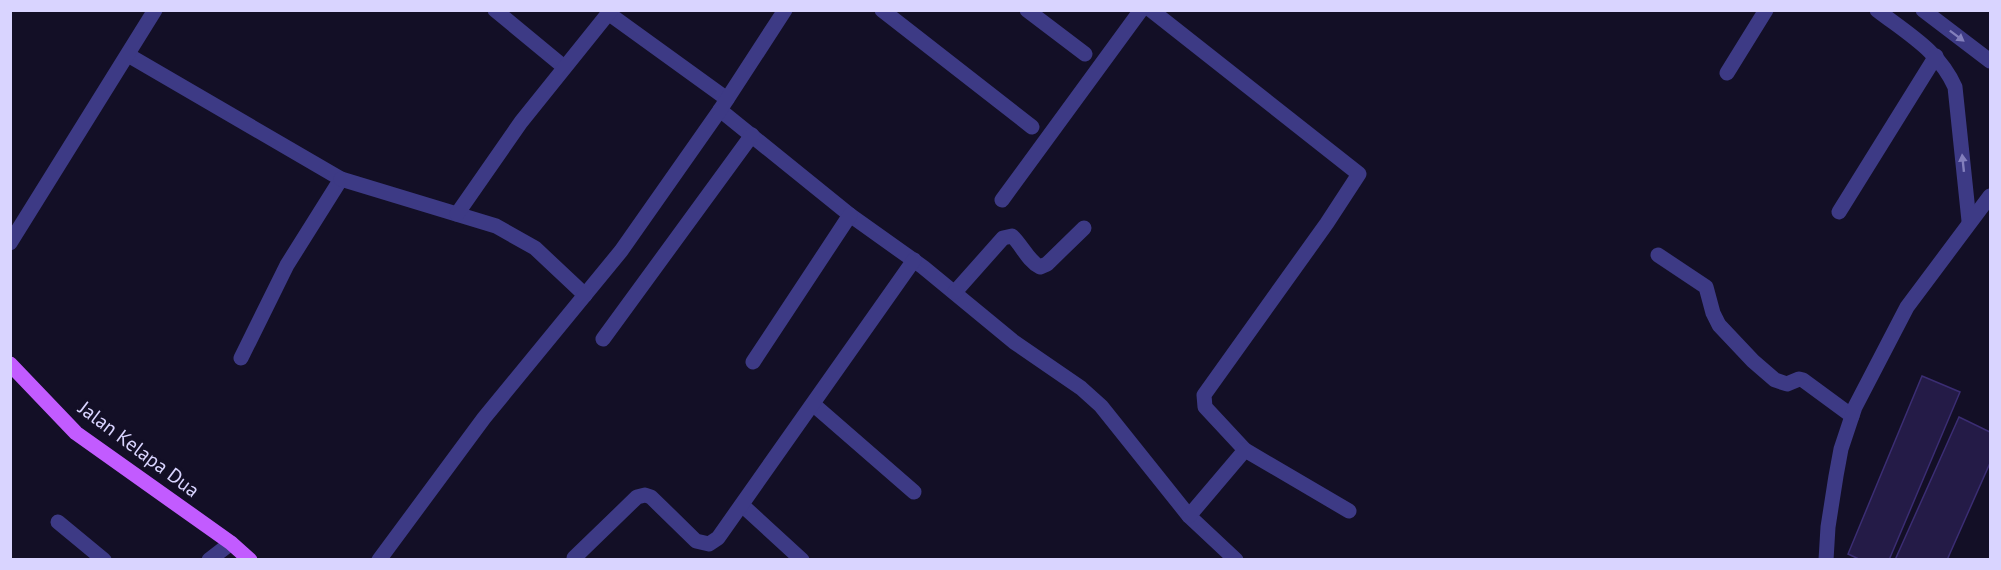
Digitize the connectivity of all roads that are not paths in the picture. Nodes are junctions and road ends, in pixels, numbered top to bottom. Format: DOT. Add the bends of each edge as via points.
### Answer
graph roads {
  1 [pos="155,10"];
  2 [pos="495,10"];
  3 [pos="784,10"];
  4 [pos="882,10"];
  5 [pos="1027,10"];
  6 [pos="1141,10"];
  7 [pos="1152,10"];
  8 [pos="1766,10"];
  9 [pos="1877,10"];
  10 [pos="1923,10"];
  11 [pos="610,12"];
  12 [pos="1084,54"];
  13 [pos="128,55"];
  14 [pos="1936,56"];
  15 [pos="1990,61"];
  16 [pos="564,67"];
  17 [pos="1727,73"];
  18 [pos="724,104"];
  19 [pos="1032,127"];
  20 [pos="752,135"];
  21 [pos="341,179"];
  22 [pos="1990,196"];
  23 [pos="1002,200"];
  24 [pos="1839,212"];
  25 [pos="457,214"];
  26 [pos="850,214"];
  27 [pos="1969,221"];
  28 [pos="1084,228"];
  29 [pos="10,243"];
  30 [pos="1658,255"];
  31 [pos="914,260"];
  32 [pos="955,292"];
  33 [pos="585,295"];
  34 [pos="603,339"];
  35 [pos="241,358"];
  36 [pos="753,362"];
  37 [pos="10,364"];
  38 [pos="814,405"];
  39 [pos="1852,416"];
  40 [pos="1245,450"];
  41 [pos="914,492"];
  42 [pos="742,505"];
  43 [pos="1348,511"];
  44 [pos="1189,516"];
  45 [pos="58,522"];
  46 [pos="231,543"];
  47 [pos="574,558"];
  48 [pos="104,560"];
  49 [pos="209,560"];
  50 [pos="250,560"];
  51 [pos="379,560"];
  52 [pos="802,560"];
  53 [pos="1236,560"];
  54 [pos="1826,560"];
  1 -- 13 [label="street"];
  2 -- 16 [label="street"];
  3 -- 18 [label="street"];
  4 -- 19 [label="street"];
  5 -- 12 [label="street"];
  6 -- 23 [label="street"];
  7 -- 40 [label="street" via="1359,174 1204,394 1205,406"];
  8 -- 17 [label="street"];
  9 -- 14 [label="street"];
  10 -- 15 [label="street, one-way"];
  11 -- 16 [label="street"];
  11 -- 18 [label="street"];
  13 -- 21 [label="street"];
  13 -- 29 [label="street"];
  14 -- 24 [label="street"];
  27 -- 14 [label="street, one-way" via="1955,87"];
  16 -- 25 [label="street"];
  18 -- 20 [label="street"];
  18 -- 33 [label="street" via="621,251"];
  20 -- 26 [label="street"];
  20 -- 34 [label="street"];
  21 -- 25 [label="street"];
  21 -- 35 [label="street" via="287,265"];
  22 -- 27 [label="street"];
  25 -- 33 [label="street" via="496,226 535,248"];
  26 -- 31 [label="street"];
  26 -- 36 [label="street"];
  27 -- 39 [label="street" via="1907,306"];
  28 -- 32 [label="street" via="1040,267 1019,242 1011,236 1003,238"];
  30 -- 39 [label="street" via="1706,287 1719,325 1775,380 1787,384 1803,380"];
  31 -- 32 [label="street"];
  31 -- 38 [label="street"];
  32 -- 44 [label="street" via="1014,342 1101,406"];
  33 -- 51 [label="street" via="484,418"];
  37 -- 46 [label="main road, Jalan Kelapa Dua" via="76,433"];
  38 -- 41 [label="street"];
  38 -- 42 [label="street"];
  39 -- 54 [label="street" via="1836,476"];
  40 -- 43 [label="street"];
  40 -- 44 [label="street"];
  42 -- 47 [label="street" via="709,544 696,541 651,497 637,497"];
  42 -- 52 [label="street"];
  44 -- 53 [label="street"];
  45 -- 48 [label="street"];
  46 -- 49 [label="street"];
  46 -- 50 [label="main road, Jalan Kelapa Dua"];
}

_____

Task goal
Look through the entries and copy every line in which the string "main" appears.

Answer to this exercise
  37 -- 46 [label="main road, Jalan Kelapa Dua" via="76,433"];
  46 -- 50 [label="main road, Jalan Kelapa Dua"];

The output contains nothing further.